• **About this exercise**: Pick out each line of the records in which the word "Bordon" appears.

• **The input**:
========
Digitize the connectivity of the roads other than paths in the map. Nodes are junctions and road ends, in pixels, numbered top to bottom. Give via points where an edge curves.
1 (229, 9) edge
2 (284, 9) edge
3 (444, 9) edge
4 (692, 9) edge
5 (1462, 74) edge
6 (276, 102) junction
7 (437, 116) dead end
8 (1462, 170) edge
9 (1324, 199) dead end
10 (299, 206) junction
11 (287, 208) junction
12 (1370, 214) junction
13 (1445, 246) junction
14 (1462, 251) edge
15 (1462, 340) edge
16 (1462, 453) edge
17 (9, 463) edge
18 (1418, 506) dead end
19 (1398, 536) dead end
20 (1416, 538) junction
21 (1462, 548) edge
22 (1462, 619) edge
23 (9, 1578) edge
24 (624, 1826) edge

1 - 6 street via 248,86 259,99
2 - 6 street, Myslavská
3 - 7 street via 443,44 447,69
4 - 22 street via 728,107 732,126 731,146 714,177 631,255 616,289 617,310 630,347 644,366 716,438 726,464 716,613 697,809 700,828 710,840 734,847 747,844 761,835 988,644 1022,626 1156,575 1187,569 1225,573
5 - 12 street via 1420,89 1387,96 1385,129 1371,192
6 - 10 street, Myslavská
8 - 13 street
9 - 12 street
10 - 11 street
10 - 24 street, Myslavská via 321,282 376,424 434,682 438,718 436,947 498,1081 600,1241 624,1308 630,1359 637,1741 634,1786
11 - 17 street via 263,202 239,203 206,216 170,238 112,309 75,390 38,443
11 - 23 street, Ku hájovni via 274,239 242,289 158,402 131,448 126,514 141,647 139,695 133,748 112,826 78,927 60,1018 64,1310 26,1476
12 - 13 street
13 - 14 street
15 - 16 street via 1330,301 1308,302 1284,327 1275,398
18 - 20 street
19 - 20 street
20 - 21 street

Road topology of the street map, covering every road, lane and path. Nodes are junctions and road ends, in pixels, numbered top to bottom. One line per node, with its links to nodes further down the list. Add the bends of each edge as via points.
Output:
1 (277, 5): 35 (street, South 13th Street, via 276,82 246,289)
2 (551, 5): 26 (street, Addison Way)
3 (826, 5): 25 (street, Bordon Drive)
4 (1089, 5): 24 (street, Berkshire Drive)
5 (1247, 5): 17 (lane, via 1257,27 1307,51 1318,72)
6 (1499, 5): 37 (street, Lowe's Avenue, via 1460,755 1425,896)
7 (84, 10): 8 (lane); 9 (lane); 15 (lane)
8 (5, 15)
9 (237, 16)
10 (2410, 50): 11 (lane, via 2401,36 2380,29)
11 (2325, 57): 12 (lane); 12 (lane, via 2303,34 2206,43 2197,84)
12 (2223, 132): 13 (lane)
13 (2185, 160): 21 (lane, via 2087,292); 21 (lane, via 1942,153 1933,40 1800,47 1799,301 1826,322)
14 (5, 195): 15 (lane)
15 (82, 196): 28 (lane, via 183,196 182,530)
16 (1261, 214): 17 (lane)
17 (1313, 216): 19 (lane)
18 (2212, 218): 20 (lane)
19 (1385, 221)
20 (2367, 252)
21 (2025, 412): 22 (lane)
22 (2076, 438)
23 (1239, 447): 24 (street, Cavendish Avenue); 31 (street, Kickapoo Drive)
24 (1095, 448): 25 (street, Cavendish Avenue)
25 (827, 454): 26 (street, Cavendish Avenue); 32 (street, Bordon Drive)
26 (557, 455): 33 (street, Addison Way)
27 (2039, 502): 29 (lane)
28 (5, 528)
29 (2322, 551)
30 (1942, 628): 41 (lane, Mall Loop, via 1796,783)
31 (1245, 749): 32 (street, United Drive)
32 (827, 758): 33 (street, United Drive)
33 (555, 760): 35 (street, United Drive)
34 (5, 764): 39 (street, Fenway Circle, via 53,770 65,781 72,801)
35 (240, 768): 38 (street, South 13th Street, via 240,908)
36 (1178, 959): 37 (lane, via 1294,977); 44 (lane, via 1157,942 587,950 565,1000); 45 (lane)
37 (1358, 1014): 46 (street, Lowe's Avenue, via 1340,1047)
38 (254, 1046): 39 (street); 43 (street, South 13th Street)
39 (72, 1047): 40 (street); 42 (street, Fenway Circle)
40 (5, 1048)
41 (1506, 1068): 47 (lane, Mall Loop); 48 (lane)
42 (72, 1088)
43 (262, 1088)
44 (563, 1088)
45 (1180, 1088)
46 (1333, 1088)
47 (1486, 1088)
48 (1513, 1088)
========
• **Output of the exercise**:
3 (826, 5): 25 (street, Bordon Drive)
25 (827, 454): 26 (street, Cavendish Avenue); 32 (street, Bordon Drive)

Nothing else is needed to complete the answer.